### Exercise details:
Each line of the listing where "main" appears should be reported.

### Provided records:

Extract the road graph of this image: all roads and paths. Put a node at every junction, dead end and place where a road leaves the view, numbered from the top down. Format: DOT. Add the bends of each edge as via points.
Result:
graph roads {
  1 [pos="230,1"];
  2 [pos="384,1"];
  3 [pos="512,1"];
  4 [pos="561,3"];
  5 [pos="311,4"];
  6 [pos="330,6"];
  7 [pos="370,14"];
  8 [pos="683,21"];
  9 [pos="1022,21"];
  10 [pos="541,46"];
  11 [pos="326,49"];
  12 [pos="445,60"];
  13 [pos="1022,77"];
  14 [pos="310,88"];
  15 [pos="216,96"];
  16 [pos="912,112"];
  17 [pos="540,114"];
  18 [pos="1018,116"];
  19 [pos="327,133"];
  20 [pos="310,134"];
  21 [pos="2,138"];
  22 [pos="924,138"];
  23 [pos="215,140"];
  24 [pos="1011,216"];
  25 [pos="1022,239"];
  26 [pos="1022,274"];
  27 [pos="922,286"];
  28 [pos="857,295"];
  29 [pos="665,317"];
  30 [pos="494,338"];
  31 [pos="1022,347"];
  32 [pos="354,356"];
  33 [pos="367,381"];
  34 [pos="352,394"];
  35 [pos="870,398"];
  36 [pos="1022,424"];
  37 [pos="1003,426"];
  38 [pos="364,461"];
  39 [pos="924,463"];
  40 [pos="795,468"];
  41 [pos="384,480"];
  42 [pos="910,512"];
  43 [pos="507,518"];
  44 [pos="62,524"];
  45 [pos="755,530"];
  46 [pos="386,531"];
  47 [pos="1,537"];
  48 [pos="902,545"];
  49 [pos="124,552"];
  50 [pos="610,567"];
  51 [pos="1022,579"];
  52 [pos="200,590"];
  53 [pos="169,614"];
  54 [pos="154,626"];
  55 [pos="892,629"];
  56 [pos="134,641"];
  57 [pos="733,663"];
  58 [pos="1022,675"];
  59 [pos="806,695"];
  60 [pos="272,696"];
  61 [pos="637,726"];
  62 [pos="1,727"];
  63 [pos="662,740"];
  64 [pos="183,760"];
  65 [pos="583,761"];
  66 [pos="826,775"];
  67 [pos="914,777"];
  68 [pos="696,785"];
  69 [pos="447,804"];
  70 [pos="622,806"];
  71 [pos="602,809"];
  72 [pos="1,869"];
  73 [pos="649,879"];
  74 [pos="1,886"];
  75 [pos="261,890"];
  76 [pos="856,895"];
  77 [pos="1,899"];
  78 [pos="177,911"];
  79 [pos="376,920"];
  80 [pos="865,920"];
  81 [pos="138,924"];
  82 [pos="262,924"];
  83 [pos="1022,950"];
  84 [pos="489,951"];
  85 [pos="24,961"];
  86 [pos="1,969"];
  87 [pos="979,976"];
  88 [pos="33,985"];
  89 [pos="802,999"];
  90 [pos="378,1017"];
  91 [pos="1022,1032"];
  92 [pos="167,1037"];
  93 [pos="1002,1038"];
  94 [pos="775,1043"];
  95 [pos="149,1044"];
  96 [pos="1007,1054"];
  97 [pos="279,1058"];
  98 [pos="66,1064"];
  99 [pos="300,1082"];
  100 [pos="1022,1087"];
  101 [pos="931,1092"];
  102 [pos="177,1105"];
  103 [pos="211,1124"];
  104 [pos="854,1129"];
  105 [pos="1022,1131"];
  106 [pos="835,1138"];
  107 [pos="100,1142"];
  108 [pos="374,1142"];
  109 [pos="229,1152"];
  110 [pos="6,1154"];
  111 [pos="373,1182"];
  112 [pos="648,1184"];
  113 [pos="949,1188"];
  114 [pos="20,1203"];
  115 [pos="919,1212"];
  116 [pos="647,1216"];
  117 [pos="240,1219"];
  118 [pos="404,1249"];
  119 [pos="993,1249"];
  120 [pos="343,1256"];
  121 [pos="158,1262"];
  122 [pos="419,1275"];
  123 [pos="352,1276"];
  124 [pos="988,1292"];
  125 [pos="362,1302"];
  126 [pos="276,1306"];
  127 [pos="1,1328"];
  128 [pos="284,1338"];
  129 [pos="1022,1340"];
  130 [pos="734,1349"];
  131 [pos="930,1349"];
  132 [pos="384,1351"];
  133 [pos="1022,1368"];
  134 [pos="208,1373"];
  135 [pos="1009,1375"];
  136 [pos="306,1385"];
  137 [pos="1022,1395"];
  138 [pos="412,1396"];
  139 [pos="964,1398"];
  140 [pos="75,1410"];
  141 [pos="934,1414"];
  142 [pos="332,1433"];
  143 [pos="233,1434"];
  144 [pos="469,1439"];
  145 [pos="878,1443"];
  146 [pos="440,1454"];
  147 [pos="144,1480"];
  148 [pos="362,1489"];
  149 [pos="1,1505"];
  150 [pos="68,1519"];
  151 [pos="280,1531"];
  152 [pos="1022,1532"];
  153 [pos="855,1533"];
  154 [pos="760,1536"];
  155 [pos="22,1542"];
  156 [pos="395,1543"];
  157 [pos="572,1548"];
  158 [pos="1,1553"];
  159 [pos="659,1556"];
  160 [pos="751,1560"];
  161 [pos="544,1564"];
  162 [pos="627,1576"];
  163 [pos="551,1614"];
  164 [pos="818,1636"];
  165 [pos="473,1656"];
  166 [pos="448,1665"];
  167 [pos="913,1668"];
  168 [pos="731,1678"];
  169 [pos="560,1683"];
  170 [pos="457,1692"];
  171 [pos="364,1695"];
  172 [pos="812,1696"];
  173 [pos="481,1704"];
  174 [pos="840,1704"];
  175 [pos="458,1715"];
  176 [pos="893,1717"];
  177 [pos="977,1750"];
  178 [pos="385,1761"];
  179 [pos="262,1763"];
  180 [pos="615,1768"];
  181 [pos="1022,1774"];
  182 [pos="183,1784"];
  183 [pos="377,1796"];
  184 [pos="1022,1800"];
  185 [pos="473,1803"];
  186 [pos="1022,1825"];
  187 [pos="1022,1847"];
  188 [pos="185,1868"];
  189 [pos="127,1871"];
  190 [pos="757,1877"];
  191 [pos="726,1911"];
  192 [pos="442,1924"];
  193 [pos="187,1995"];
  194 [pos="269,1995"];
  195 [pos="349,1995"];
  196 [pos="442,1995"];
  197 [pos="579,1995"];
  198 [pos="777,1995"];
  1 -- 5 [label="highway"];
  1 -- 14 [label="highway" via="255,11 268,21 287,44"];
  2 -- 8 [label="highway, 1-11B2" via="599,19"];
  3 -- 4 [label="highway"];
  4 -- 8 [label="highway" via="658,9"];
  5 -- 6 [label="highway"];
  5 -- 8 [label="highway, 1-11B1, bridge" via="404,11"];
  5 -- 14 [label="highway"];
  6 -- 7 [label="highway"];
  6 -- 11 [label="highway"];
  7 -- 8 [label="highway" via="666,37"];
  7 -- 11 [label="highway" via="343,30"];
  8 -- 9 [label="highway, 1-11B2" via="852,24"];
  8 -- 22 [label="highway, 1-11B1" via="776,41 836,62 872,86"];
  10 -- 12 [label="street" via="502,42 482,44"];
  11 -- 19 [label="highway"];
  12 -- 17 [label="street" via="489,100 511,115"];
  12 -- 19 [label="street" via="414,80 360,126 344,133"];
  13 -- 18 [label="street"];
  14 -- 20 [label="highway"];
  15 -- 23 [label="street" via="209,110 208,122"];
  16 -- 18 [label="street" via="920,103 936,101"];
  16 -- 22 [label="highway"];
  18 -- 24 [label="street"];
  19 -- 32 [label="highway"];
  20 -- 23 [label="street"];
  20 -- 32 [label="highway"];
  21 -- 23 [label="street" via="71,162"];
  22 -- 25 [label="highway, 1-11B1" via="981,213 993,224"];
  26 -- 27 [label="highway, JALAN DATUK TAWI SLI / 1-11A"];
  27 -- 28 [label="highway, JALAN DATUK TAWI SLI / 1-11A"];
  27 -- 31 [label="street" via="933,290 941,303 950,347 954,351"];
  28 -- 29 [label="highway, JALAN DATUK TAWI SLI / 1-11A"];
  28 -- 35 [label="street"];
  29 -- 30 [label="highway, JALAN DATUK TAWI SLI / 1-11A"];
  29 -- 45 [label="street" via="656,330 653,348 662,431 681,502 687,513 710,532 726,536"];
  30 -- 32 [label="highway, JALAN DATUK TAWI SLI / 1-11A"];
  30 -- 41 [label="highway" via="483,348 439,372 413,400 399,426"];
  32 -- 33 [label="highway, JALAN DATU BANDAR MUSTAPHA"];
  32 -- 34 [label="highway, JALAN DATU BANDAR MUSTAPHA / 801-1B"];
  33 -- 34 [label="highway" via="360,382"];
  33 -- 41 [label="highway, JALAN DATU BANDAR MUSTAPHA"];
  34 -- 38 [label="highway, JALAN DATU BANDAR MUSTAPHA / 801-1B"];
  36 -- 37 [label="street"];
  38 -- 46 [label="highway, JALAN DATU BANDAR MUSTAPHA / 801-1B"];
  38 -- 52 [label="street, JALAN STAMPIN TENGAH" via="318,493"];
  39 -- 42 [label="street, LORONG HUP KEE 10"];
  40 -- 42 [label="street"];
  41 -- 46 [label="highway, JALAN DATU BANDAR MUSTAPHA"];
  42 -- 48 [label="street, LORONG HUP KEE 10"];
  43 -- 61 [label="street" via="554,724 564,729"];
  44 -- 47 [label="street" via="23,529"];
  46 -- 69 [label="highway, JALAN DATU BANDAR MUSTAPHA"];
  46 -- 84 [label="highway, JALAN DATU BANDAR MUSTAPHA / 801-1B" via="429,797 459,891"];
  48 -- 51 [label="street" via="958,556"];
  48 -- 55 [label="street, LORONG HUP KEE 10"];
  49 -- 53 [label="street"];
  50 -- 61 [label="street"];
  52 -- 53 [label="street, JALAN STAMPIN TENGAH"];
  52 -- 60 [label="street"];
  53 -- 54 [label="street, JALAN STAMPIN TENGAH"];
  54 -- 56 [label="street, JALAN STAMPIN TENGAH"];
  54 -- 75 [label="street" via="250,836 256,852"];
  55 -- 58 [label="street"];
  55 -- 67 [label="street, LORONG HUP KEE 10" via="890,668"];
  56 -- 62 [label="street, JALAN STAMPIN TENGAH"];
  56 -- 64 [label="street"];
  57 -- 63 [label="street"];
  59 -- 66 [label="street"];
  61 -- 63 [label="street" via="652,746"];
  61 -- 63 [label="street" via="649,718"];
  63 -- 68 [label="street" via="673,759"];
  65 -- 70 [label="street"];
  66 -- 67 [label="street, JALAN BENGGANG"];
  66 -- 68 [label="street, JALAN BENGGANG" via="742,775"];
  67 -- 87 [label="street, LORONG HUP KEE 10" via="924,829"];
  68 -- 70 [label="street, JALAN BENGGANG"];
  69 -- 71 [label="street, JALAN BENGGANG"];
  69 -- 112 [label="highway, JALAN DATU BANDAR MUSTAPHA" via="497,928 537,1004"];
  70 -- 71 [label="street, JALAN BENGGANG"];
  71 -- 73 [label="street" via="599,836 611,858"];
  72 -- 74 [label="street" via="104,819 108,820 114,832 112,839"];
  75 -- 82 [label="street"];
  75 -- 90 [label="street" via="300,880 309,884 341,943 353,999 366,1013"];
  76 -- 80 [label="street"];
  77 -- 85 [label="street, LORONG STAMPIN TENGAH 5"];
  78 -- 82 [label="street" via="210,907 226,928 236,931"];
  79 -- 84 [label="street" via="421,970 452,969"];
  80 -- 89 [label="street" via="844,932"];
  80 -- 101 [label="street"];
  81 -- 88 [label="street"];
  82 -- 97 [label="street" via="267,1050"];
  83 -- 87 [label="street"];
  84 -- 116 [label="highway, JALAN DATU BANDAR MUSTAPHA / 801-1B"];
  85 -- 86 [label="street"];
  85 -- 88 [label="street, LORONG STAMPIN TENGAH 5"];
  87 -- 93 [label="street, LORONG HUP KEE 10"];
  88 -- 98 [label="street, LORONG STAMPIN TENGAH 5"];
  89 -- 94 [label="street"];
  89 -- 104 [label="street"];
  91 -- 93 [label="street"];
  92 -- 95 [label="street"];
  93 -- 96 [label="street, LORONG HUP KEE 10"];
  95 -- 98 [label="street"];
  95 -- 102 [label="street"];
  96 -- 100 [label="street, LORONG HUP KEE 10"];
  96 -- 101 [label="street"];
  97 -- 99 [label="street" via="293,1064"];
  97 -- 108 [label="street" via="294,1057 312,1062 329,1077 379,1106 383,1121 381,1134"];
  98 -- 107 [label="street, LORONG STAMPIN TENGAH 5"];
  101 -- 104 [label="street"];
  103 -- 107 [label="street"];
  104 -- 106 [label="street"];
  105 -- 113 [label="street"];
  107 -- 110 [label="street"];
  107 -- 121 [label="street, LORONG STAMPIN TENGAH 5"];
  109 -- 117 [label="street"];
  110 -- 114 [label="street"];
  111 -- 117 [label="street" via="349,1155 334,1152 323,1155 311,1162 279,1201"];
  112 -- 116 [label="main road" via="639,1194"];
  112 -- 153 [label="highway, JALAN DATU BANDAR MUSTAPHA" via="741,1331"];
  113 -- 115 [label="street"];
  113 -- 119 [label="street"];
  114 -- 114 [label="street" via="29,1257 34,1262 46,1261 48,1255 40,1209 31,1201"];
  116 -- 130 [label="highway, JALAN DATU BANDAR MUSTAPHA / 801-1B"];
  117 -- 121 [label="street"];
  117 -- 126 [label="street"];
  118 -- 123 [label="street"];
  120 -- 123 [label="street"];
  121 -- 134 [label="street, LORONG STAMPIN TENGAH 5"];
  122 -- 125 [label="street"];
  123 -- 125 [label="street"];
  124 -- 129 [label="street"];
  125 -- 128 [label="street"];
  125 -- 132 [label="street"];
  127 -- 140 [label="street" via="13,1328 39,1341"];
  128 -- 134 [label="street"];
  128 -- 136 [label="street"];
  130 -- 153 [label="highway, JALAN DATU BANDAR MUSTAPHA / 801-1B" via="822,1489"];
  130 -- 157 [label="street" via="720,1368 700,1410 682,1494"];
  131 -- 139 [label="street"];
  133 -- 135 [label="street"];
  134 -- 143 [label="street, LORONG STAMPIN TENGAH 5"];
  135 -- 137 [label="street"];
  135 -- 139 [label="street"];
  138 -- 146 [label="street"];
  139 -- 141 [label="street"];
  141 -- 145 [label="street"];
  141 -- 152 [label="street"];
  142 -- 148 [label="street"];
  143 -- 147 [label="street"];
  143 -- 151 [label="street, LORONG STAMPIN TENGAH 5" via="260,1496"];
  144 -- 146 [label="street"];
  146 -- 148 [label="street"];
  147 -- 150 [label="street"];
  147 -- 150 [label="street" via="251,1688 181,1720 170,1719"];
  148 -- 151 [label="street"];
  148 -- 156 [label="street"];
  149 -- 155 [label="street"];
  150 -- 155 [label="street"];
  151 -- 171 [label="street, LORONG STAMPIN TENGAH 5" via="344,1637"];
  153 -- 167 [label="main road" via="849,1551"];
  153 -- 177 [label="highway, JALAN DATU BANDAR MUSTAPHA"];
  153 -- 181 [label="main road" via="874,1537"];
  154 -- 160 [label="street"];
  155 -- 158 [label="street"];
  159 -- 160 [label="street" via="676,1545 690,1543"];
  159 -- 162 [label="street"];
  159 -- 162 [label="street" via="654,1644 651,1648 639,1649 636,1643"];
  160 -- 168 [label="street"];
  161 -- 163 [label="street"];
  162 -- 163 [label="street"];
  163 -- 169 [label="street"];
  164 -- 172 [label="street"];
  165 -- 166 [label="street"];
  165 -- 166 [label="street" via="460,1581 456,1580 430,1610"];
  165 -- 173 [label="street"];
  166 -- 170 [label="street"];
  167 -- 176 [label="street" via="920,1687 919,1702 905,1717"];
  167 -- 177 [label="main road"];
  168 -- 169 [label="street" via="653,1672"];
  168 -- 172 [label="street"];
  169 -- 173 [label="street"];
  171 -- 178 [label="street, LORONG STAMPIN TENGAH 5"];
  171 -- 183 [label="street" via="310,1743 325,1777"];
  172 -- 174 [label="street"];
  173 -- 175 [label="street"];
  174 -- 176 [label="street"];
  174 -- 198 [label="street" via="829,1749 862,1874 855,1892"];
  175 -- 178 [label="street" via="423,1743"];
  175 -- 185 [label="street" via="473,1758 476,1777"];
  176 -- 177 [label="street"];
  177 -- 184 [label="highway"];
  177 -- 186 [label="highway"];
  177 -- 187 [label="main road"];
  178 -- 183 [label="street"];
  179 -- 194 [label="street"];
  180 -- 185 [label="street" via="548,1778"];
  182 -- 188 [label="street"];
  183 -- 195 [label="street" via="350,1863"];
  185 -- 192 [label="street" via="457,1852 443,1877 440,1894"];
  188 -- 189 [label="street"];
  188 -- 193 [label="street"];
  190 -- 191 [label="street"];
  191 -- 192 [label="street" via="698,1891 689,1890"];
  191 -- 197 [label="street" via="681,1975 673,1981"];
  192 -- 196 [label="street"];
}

### Exercise answer:
  112 -- 116 [label="main road" via="639,1194"];
  153 -- 167 [label="main road" via="849,1551"];
  153 -- 181 [label="main road" via="874,1537"];
  167 -- 177 [label="main road"];
  177 -- 187 [label="main road"];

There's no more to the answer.